Originally published by 2 Minute Medicine® (view original article). Reused on AccessMedicine with permission.

1. In a large Swedish cohort of singleton births following the use of assisted reproductive technology, double embryo transfer was associated with significantly higher odds of neonatal death compared to single embryo transfer.

2. Both double and single embryo transfers were associated with an increased risk of congenital malformations compared to singleton births conceived without assistive reproductive technology.

Evidence Rating Level: 2 (Good)

Study Rundown:

Conception via assisted reproductive technology has been linked to both obstetric risks and higher rates of neonatal complications, often linked to multiple gestations. This study aimed to assess whether the transfer of multiple embryos plays a significant role in this risk by comparing singleton births after single embryo transfer to double embryo transfer. Among about 31,000 births after single embryo transfer and 5,000 after double embryo transfer, the adjusted risk of neonatal death was higher in the double embryo transfer group at 0.3% compared to 0.1% in the single embryo group, indicating a significantly increased risk of neonatal death at an odds ratio of 2.67. Double embryo transfer was associated with a higher risk of low birth weight in the subgroups of frozen, but not fresh, cycles as well as transfers at the blastocyst, but not cleavage, stage. Compared to births following non-assisted conception within the same database, both single and double embryo transfer were associated with a higher risk of congenital malformations, but only double embryo transfer was associated with a higher risk of neonatal death. This large cohort study supports the notion that there are increased rates of neonatal morbidity and mortality in double embryo compared to single embryo transfer, although other factors such as fresh or frozen embryo status modified the effect. Although models were adjusted for factors that might motivate patients and providers to opt for double embryo transfer, including increased maternal age and history of spontaneous abortions, residual confounding due to differences in fertility potential may account for some part of the differences between the single and double embryo transfer groups.

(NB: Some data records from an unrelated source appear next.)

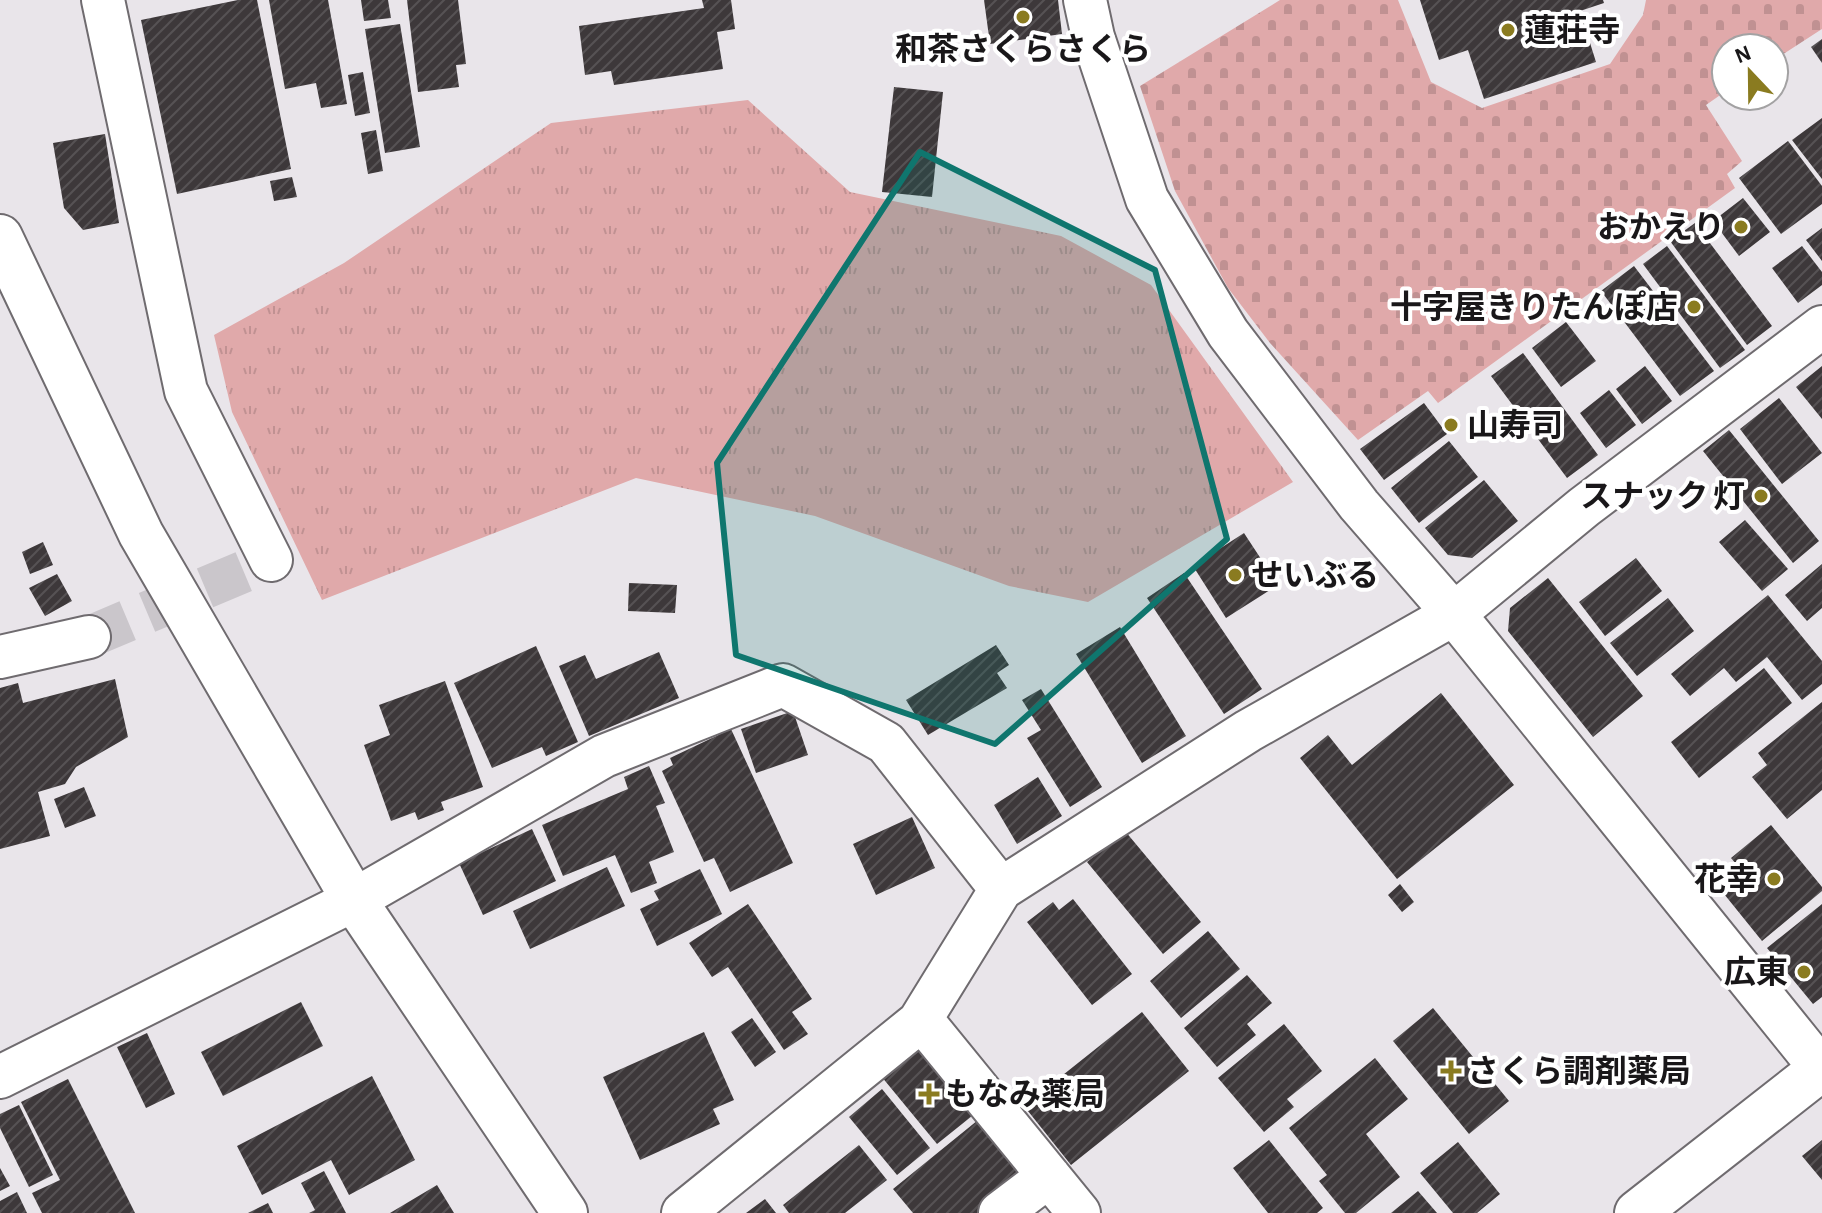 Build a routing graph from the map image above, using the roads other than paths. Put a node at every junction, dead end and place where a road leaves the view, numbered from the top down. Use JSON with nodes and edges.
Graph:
{"nodes":[{"id":1,"x":103,"y":0,"type":"edge"},
{"id":2,"x":1085,"y":0,"type":"edge"},
{"id":3,"x":0,"y":237,"type":"edge"},
{"id":4,"x":1822,"y":327,"type":"edge"},
{"id":5,"x":271,"y":560,"type":"dead end"},
{"id":6,"x":1454,"y":614,"type":"junction"},
{"id":7,"x":89,"y":637,"type":"tunnel mouth"},
{"id":8,"x":0,"y":657,"type":"edge"},
{"id":9,"x":1001,"y":889,"type":"junction"},
{"id":10,"x":354,"y":900,"type":"junction"},
{"id":11,"x":921,"y":1019,"type":"junction"},
{"id":12,"x":1822,"y":1069,"type":"edge"},
{"id":13,"x":0,"y":1077,"type":"edge"},
{"id":14,"x":1049,"y":1176,"type":"junction"},
{"id":15,"x":565,"y":1213,"type":"edge"},
{"id":16,"x":683,"y":1213,"type":"edge"},
{"id":17,"x":1000,"y":1213,"type":"edge"},
{"id":18,"x":1079,"y":1213,"type":"edge"},
{"id":19,"x":1637,"y":1213,"type":"edge"}],
"edges":[{"from":1,"to":5,"type":"street"},
{"from":2,"to":6,"type":"street"},
{"from":3,"to":10,"type":"street"},
{"from":4,"to":6,"type":"street"},
{"from":6,"to":9,"type":"street"},
{"from":6,"to":12,"type":"street"},
{"from":7,"to":8,"type":"street"},
{"from":9,"to":10,"type":"street"},
{"from":9,"to":11,"type":"street"},
{"from":10,"to":13,"type":"street"},
{"from":10,"to":15,"type":"street"},
{"from":11,"to":14,"type":"street"},
{"from":11,"to":16,"type":"street"},
{"from":12,"to":19,"type":"street"},
{"from":14,"to":17,"type":"street"},
{"from":14,"to":18,"type":"street"}]}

In-Depth [retrospective cohort]:

Live singleton births in Sweden between 2007 and 2017 were included. Data were drawn from a national assisted reproduction database and birth register. Infants with diagnosed genetic or chromosomal abnormalities were excluded. Both fresh and frozen embryo transfers at either cleavage or blastocyst stage were included. Odds ratios and relative risk ratios were estimated using logistic regression after adjustment for maternal age, birth order, delivery year, maternal birth country, previous spontaneous abortions, extrauterine pregnancies, and number of stimulation cycles. The 95% confidence interval (CI) for the risk of neonatal death in double compared to single embryo transfers was 1.28 to 5.55. This significant association persisted in a sensitivity analysis excluding possible multiple gestations, or vanishing twin syndrome. Within the frozen embryo subgroup, the risk of low birth weight was 5.4% for double embryo transfers versus 3.3% for single, yielding a relative risk ratio of 1.64 (95% CI 1.19-2.25). For blastocyst transfers, the respective rates of low birth weight were 7.4% and 4.2%, and the relative risk ratio was 1.83 (95% CI 1.29-2.60).